__Task directions__. Which lines in the records below include the word "then"? Report each of them in full.

[Records excerpted from a collection]
+===+

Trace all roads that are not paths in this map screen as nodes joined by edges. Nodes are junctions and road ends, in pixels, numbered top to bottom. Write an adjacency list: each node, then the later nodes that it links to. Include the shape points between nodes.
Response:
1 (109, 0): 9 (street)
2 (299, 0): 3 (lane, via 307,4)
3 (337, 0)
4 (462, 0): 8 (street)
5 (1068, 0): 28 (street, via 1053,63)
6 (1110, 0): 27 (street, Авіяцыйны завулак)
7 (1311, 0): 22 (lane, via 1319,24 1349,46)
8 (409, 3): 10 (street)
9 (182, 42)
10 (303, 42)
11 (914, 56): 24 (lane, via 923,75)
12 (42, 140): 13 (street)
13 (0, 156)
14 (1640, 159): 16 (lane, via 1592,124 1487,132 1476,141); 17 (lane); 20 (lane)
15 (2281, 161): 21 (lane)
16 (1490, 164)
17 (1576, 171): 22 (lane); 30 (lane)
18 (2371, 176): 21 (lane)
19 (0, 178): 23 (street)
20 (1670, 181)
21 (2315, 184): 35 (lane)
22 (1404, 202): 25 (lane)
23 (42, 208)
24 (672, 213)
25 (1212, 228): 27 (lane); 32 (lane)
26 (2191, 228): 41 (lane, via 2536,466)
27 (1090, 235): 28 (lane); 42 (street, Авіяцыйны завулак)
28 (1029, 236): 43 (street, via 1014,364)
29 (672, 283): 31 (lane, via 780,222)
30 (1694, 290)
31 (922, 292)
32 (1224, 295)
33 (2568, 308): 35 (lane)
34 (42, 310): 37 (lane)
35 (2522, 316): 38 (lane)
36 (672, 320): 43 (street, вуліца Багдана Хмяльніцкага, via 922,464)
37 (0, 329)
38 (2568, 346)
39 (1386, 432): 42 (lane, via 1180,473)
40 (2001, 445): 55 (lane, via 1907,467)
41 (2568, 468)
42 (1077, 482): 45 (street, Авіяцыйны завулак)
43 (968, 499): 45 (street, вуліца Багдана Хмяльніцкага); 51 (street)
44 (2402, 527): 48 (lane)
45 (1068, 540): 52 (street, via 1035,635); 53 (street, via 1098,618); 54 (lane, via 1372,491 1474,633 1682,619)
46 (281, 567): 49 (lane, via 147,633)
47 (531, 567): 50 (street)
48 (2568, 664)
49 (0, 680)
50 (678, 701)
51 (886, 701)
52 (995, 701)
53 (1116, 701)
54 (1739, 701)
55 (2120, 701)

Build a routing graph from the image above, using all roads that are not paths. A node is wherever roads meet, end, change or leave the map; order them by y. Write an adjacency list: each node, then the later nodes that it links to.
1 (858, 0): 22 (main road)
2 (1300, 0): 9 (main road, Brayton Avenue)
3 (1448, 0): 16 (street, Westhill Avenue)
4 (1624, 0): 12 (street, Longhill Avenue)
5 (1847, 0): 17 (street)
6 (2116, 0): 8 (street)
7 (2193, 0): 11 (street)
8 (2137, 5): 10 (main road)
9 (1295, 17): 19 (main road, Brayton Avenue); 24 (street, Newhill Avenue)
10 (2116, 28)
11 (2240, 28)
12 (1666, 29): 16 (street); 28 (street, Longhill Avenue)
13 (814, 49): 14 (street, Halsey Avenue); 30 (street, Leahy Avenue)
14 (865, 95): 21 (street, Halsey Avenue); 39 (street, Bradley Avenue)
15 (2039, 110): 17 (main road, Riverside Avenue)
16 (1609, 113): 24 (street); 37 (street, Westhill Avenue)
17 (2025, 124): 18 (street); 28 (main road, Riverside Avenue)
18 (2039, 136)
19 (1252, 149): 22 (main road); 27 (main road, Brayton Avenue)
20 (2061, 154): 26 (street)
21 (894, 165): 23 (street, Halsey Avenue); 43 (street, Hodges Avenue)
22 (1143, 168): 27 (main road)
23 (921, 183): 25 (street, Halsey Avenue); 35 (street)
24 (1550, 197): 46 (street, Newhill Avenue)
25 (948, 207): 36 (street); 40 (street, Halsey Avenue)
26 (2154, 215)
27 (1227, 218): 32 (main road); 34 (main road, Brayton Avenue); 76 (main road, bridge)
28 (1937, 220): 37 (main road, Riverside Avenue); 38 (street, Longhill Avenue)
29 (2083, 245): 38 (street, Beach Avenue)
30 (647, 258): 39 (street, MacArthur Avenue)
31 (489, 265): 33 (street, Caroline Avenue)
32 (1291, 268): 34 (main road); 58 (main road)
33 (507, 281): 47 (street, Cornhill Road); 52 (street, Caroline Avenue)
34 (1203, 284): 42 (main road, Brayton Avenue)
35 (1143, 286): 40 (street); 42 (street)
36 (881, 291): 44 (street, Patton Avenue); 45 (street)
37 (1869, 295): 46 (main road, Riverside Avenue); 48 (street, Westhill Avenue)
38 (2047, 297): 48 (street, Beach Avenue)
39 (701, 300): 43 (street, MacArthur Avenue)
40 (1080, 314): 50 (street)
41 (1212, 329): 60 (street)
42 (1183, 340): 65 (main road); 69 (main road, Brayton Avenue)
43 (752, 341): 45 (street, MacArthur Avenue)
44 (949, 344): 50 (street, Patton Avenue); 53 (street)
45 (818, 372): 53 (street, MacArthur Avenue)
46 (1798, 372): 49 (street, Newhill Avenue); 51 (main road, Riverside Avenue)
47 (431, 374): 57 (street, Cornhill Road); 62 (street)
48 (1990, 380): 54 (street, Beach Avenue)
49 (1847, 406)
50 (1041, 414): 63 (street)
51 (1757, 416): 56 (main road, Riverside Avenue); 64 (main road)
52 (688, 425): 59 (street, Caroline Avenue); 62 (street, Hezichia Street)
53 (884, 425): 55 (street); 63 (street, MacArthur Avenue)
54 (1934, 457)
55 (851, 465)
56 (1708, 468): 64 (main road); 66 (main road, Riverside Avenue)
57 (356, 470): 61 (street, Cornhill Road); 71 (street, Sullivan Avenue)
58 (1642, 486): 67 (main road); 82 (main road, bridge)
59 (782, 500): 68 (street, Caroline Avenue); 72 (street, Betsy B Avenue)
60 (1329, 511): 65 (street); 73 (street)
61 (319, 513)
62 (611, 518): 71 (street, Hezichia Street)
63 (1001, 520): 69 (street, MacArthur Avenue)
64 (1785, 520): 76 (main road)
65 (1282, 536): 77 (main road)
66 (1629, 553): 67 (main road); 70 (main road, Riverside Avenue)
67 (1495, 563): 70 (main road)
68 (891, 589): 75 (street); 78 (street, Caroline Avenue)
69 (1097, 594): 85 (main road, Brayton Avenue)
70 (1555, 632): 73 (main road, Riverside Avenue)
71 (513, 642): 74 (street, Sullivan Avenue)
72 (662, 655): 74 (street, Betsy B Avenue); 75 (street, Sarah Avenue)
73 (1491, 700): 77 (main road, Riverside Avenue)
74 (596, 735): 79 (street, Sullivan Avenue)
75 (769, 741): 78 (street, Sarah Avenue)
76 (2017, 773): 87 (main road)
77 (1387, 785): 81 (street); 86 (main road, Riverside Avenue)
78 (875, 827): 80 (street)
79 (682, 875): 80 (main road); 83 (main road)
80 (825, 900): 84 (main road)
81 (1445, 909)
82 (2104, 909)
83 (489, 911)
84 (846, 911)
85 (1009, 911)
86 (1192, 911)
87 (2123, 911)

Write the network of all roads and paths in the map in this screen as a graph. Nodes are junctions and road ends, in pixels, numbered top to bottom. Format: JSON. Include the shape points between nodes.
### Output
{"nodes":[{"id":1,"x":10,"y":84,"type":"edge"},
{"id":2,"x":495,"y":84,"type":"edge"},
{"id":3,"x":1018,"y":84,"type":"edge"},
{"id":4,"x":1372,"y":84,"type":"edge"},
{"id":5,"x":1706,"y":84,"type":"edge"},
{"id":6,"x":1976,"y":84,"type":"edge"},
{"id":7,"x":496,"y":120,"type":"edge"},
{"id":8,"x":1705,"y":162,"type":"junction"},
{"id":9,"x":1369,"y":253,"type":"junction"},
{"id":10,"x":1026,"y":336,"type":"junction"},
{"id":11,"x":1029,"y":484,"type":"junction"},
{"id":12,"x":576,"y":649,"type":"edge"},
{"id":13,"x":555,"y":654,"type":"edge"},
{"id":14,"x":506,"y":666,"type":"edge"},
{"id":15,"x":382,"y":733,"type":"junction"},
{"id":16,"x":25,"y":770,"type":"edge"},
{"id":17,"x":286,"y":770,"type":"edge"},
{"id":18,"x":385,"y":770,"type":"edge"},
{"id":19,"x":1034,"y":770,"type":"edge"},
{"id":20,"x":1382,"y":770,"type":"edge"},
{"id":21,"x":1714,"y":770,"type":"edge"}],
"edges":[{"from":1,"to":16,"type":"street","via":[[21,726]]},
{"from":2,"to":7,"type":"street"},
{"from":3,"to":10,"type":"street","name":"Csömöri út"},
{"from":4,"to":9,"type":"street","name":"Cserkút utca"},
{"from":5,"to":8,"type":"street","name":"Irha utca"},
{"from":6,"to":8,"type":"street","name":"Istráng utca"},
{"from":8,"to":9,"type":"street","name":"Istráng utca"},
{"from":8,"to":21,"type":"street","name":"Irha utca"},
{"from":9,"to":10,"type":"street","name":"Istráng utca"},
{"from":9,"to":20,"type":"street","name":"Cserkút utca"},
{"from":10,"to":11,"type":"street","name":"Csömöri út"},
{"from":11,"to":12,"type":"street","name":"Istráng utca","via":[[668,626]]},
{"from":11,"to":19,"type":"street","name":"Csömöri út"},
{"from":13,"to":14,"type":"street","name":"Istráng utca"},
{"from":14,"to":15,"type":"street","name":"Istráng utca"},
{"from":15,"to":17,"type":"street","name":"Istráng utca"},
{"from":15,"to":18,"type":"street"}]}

+===+

__Answer below__.
Trace all roads that are not paths in this map screen as nodes joined by edges. Nodes are junctions and road ends, in pixels, numbered top to bottom. Write an adjacency list: each node, then the later nodes that it links to. Include the shape points between nodes.
Build a routing graph from the image above, using all roads that are not paths. A node is wherever roads meet, end, change or leave the map; order them by y. Write an adjacency list: each node, then the later nodes that it links to.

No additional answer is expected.